Both deals were made possible in part by the $2.3 billion joint venture GM formed in late 2019 with LG Chem to mass-produce Ultium batteries near GM's former assembly plant in Lordstown, Ohio. The venture aims to have at least 1,100 employees and open by January 2022.
"We said with that platform we would be able to provide a wide range of EVs that would be profitable. The partnerships we have are additive to that," Barra said. "It's important that we have great partners that we know we can work with, that we can explore opportunities, brainstorm with each other, solve challenges in a win-win fashion."
Growing scale
GM's partnerships with LG Chem and Honda are the results of long-standing, mutually beneficial collaborations, but its stake in Nikola marks a new relationship with a young auto maker. Nikola is unproven, but it went public with the help of former GM vice chairman Steve Girsky and already has cachet among Wall Street investors who have tended to be skeptical of GM.

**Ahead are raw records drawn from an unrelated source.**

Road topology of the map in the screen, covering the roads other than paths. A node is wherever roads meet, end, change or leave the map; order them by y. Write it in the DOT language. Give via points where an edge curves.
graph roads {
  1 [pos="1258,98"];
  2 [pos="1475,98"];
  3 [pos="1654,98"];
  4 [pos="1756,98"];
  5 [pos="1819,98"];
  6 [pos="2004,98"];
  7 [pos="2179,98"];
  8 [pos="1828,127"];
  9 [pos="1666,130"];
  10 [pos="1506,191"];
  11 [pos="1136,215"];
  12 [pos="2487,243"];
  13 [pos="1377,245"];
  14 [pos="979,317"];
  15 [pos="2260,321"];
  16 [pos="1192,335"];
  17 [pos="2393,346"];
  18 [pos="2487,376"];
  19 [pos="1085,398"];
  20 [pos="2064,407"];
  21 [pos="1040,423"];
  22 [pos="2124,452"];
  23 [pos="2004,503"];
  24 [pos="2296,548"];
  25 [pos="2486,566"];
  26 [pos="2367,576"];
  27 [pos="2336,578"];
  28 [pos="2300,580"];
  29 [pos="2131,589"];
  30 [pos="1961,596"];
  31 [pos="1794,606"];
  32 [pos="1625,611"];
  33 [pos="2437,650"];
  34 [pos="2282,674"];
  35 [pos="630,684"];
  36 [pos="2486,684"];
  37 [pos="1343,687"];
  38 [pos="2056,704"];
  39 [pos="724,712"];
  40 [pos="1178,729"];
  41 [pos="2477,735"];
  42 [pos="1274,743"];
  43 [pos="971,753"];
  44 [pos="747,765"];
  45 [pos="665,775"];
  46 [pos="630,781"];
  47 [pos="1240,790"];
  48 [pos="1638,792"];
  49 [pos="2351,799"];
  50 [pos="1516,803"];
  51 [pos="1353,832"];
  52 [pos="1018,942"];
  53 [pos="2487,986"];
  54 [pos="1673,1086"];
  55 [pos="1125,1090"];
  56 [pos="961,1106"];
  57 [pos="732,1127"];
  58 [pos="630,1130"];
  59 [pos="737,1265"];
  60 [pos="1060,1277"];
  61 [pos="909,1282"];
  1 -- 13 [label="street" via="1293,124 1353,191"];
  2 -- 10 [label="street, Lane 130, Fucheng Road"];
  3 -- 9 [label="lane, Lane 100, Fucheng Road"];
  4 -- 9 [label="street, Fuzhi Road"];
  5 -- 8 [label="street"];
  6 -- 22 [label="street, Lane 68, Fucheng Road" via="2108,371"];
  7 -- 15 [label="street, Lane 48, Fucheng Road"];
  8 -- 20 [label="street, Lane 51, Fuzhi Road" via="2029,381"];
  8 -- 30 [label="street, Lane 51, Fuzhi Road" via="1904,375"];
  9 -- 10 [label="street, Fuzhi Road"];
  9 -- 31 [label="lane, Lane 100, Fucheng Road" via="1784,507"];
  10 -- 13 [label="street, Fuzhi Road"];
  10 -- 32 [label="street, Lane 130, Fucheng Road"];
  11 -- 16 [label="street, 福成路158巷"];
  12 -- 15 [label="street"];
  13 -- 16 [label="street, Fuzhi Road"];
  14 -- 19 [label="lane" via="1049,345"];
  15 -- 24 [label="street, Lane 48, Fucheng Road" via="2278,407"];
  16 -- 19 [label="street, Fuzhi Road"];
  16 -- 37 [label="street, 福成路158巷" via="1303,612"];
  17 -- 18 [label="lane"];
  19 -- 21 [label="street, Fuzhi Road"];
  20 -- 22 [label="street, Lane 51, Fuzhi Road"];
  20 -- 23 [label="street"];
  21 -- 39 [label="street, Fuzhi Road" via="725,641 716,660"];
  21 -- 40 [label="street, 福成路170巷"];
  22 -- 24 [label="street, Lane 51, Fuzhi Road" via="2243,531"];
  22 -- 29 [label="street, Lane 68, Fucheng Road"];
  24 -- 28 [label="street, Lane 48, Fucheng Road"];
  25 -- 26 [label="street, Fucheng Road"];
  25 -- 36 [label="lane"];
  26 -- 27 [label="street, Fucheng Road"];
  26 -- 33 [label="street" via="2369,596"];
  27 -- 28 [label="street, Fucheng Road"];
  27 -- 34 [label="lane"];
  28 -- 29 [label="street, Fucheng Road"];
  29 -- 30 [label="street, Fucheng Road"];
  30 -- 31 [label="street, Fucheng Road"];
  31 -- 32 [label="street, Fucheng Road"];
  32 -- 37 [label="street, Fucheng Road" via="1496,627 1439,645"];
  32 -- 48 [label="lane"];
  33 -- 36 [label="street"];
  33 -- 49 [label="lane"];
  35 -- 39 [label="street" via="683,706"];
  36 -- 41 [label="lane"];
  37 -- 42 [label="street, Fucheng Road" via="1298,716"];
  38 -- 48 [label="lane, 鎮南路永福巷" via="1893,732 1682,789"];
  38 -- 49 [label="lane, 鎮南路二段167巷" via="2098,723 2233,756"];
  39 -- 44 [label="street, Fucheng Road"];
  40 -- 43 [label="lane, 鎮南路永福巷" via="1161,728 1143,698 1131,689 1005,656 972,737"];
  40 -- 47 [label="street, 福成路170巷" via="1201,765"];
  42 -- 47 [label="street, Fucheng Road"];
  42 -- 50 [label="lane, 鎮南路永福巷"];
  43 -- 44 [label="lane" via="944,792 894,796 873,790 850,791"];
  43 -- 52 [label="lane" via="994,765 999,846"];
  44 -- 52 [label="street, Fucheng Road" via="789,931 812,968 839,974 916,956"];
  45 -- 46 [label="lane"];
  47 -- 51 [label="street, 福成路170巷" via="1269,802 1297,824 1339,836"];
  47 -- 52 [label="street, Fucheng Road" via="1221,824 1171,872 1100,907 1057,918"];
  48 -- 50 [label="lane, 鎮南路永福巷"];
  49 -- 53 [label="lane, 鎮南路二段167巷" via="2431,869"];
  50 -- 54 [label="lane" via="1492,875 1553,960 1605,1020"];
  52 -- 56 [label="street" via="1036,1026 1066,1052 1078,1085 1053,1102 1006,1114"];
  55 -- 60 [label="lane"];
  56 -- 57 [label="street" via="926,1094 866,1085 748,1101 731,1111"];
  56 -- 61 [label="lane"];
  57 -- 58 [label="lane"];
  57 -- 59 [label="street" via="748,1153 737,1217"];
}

"I could easily see GM start to envision using this partnership strategy as a means to grow scale and not just be focused on selling GM vehicles," Ramsey said. "They have other ways of making money, and it could be through licensing their technology."
GM has a checkered history with joint ventures and alliances. It paid $2 billion to get out of a tie-up with Fiat in 2005. And an alliance with Daewoo fell apart in 1992 before GM eventually bought the brand and turned it into GM Korea. GM built vehicles with Toyota Motor Corp. from 1984 to 2010 at the California plant that Tesla now owns, and it successfully collaborated with Suzuki and Isuzu for long stretches as well.
GM's newest partnerships may show that the company has transformed itself from a quality laggard that let Japanese competitors steal significant market share in the 1980s and 1990s into one of the auto industry's technological leaders.
"Even today, there are still plenty of Americans who think America's auto makers make lousy cars, which I don't think is fair," Whiston said. But with the Honda-GM alliance, "a Japanese auto maker [is] coming to an American auto maker saying, 'We need your expertise.' I think that's pretty cool."
Fuel cells
With Nikola, GM will commercialize its fuel cell technology in high volumes and extend the use of its fuel cell system to the semitruck market. Barra said there is a multibillion-dollar market for fuel cell-powered vehicles, and the Nikola partnership allows GM to refine the technology and apply it to more industries.
GM and Honda have co-developed hydrogen fuel cell technology since 2013, but "fuel cells aren't getting the attention they deserve," said Brian Moody, executive editor of Autotrader.
Honda, Toyota and Hyundai Motor Co. have fuel cell-powered vehicles available in some regions.
"By GM forming a partnering with Honda and now Nikola, it shows they're serious about alternative-fuel vehicles," Moody said.
GM told investors it could apply fuel cell technology to other areas, such as aerospace and sea. It is planning a fuel cell-powered Badger with Nikola.
"All of a sudden, you've got all these auxiliary businesses that supplement selling pickup trucks and SUVs," Whiston said. "I think GM feels, 'We can do this by ourselves but still get some outside help without taking a lot of risk.' The [partnerships] are low-risk, high-reward."